Supreme Court denies new sentencing hearing for Arizona murderer

The Supreme Court ruled against an Arizona death row prisoner on Tuesday.
The Supreme Court ruled against an Arizona death row prisoner on Tuesday.

WASHINGTON – The Supreme Court denied a new sentencing hearing Tuesday for an Arizona prisoner convicted of two brutal murders nearly three decades ago.

Associate Justice Brett Kavanaugh wrote the 5-4 opinion and was joined by the court's four other conservatives. In a familiar pattern, particularly in death penalty cases, the four liberal justices dissented.

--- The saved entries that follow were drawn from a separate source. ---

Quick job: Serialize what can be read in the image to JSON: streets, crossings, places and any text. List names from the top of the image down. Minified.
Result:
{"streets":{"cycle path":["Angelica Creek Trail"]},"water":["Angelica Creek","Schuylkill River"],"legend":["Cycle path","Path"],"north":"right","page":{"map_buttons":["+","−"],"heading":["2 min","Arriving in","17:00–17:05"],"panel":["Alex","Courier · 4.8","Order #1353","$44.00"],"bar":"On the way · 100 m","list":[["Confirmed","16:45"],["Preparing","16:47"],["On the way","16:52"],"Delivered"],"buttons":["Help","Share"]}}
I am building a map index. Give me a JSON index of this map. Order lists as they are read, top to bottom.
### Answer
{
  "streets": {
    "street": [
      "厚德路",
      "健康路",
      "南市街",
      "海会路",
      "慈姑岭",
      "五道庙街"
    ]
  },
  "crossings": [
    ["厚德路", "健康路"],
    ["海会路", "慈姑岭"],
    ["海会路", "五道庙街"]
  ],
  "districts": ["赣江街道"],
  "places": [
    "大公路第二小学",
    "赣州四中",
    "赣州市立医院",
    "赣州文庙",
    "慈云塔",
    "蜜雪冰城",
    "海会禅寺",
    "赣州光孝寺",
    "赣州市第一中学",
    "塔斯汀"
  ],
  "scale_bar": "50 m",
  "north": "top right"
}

The case involved James McKinney, who killed two people in separate incidents in 1991. His lawyers argued that he suffered from severe abuse as a child that was not considered when he was sentenced to die, and only reconsidered at the appellate court level. They also said he deserved to be sentenced by a jury, rather than a judge.

The Supreme Court ruled in an Arizona case in 2002 that juries must make the findings that help determine life or death sentences. While that ruling did not apply retroactively, a new trial court proceeding might have given McKinney that chance.

"According to McKinney, appellate courts may no longer reweigh aggravating and mitigating circumstances in determining whether to uphold a death sentence. McKinney is incorrect," Kavanaugh wrote.

Associate Justice Ruth Bader Ginsburg, writing for the liberals, said a jury should have decided on McKinney's fate.

"I would therefore hold McKinney’s death sentences unconstitutional," she said.

A coalition of 15 states had urged the court not to grant the new sentencing hearing because it could affect other death-row inmates. They are Alabama, Arkansas, Florida, Georgia, Idaho, Indiana, Kansas, Louisiana, Nebraska, Ohio, Oklahoma, South Carolina, South Dakota, Tennessee and Utah.

McKinney and his half-brother, Charles Hedlund, were sentenced to death by a Maricopa County Superior Court judge for the murders of Chandler residents Christene Mertens, 41, and Jim McClain, 65, during a 1991 burglary spree.

Mertens was home alone when the two broke in, beat and stabbed her and then shot her in the back of the head. They took $120.

McClain was asleep at his house when they broke in and shot him in the back of the head. They took his watch, three handguns and his car, according to records.

The case raised two different issues: whether Arizona violated the Constitution for years by not considering all mitigating circumstances in capital cases, and whether any new sentencing hearing should involve a jury, as is now required.

The U.S. Court of Appeals for the 9th Circuit overturned Hedlund's sentence after his attorneys argued that a history of childhood abuse, alcoholism, post-traumatic stress disorder, a low IQ and other factors mitigated against imposition of the death penalty.

In McKinney's case, the appeals court similarly ruled that his sentence violated high court precedents. But when the case was sent back to the Arizona Supreme Court, it decided in 2018 to uphold the death sentence.

During oral argument in December, Neal Katyal, the former acting U.S. solicitor general representing McKinney, told the justices that weighing aggravating and mitigating circumstances at the trial court level, not an appeals court, represents "the heart of what capital punishment sentencing is all about."

But several conservative justices wondered if McKinney deserves such a reward for the state court's error in not considering mitigating circumstances it deemed unconnected to the crimes, such as post-traumatic stress disorder (PTSD).

Associate Justice Samuel Alito said McKinney was seeking "a double windfall" – a new shot at avoiding the death penalty and a jury trial.

Arizona Attorney General Mark Brnovich had called it "another attempt by a convicted killer to delay accepting responsibility for his heinous crimes. We must remember the victims and their families. Justice delayed is justice denied."